[Stored items]

=-=-=

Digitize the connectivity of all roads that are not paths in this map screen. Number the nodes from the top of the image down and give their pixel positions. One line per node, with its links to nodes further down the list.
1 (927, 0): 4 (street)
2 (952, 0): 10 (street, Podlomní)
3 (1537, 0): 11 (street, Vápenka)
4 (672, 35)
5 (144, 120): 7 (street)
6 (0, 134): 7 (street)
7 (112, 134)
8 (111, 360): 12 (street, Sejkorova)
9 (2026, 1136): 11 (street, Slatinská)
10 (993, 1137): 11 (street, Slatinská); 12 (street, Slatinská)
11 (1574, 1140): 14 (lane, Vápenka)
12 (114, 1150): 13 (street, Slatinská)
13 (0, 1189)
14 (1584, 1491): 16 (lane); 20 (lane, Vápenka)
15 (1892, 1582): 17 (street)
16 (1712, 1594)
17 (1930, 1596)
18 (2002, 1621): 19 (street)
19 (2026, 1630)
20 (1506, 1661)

=-=-=

## Exercise brief:
Write out the records. Leave nothing out and change nothing.

## Response to the task:
Digitize the connectivity of all roads that are not paths in this map screen. Number the nodes from the top of the image down and give their pixel positions. One line per node, with its links to nodes further down the list.
1 (927, 0): 4 (street)
2 (952, 0): 10 (street, Podlomní)
3 (1537, 0): 11 (street, Vápenka)
4 (672, 35)
5 (144, 120): 7 (street)
6 (0, 134): 7 (street)
7 (112, 134)
8 (111, 360): 12 (street, Sejkorova)
9 (2026, 1136): 11 (street, Slatinská)
10 (993, 1137): 11 (street, Slatinská); 12 (street, Slatinská)
11 (1574, 1140): 14 (lane, Vápenka)
12 (114, 1150): 13 (street, Slatinská)
13 (0, 1189)
14 (1584, 1491): 16 (lane); 20 (lane, Vápenka)
15 (1892, 1582): 17 (street)
16 (1712, 1594)
17 (1930, 1596)
18 (2002, 1621): 19 (street)
19 (2026, 1630)
20 (1506, 1661)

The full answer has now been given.